= Beginning of Section =

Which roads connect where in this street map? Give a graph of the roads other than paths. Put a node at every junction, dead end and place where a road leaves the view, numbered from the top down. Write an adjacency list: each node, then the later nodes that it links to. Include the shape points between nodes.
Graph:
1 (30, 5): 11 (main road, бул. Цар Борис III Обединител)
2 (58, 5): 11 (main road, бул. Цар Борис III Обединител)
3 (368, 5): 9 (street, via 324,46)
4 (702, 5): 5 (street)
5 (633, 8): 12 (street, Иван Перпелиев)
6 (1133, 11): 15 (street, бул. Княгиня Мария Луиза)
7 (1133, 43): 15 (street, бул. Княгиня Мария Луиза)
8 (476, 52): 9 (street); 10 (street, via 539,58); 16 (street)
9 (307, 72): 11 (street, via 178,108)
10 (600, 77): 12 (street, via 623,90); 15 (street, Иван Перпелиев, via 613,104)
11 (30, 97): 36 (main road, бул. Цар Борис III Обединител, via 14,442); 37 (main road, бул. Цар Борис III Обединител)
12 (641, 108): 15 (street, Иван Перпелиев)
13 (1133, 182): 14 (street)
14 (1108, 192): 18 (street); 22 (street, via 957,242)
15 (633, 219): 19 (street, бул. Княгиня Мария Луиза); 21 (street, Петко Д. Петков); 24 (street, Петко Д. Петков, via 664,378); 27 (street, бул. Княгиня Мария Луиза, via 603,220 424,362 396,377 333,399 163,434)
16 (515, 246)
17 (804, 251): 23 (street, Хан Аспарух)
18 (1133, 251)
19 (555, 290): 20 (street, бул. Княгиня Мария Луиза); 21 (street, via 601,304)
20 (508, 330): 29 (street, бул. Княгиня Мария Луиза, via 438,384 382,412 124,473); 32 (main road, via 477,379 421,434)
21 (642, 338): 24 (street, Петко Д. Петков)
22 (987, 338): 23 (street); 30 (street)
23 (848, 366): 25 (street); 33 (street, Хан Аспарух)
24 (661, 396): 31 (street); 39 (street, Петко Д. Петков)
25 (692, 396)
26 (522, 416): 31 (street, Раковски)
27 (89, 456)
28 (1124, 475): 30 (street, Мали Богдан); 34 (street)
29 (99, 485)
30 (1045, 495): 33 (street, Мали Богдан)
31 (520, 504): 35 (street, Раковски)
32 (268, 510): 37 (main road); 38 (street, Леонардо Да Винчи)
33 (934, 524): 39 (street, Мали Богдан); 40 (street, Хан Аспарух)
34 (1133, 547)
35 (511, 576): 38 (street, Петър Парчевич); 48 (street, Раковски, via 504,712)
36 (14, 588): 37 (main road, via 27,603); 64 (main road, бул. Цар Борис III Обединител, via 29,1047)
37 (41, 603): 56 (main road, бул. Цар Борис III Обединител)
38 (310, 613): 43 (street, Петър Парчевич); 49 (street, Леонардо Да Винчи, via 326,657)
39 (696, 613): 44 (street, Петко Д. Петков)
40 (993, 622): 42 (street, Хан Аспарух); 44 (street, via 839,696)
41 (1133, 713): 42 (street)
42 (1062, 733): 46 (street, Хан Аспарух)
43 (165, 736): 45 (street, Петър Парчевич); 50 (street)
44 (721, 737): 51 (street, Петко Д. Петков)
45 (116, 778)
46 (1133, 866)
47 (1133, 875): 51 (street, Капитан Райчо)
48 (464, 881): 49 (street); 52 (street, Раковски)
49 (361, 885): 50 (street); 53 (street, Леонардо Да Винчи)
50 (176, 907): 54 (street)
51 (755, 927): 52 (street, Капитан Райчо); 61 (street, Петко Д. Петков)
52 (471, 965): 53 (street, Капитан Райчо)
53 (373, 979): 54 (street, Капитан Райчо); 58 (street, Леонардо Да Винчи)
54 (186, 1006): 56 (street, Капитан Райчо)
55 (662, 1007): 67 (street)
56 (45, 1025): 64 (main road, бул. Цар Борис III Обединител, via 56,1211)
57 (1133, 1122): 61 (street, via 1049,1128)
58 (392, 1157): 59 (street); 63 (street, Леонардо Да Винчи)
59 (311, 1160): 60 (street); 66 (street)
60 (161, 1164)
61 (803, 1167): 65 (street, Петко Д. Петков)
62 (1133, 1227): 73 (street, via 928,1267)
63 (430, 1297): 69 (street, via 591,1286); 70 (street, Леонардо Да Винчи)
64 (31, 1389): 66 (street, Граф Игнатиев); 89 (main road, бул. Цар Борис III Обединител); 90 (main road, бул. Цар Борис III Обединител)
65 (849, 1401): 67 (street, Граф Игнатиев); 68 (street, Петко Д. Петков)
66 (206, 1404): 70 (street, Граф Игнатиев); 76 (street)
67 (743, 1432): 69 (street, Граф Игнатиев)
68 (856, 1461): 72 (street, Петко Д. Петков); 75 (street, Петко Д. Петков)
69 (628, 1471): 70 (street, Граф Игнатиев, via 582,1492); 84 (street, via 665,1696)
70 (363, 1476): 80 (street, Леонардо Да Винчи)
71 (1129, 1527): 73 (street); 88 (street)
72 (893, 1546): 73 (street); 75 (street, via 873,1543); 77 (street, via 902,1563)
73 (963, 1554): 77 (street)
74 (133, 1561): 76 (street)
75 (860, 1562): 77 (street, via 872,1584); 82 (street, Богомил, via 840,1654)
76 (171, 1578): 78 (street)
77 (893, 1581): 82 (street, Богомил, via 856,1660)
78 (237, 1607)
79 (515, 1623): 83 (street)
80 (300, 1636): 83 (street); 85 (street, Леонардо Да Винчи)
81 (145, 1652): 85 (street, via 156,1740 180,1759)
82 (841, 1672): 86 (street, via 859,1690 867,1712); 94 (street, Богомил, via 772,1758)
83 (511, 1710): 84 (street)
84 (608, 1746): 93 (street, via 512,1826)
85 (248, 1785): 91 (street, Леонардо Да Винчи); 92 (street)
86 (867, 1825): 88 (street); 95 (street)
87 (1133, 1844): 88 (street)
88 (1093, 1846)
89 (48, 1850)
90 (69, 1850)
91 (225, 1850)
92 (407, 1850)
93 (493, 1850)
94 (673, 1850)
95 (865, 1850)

= End of Section =

TASK ITEM -> Every line with "Капитан" in it should be copied from the entries above.

EXERCISE RESULT ->
47 (1133, 875): 51 (street, Капитан Райчо)
51 (755, 927): 52 (street, Капитан Райчо); 61 (street, Петко Д. Петков)
52 (471, 965): 53 (street, Капитан Райчо)
53 (373, 979): 54 (street, Капитан Райчо); 58 (street, Леонардо Да Винчи)
54 (186, 1006): 56 (street, Капитан Райчо)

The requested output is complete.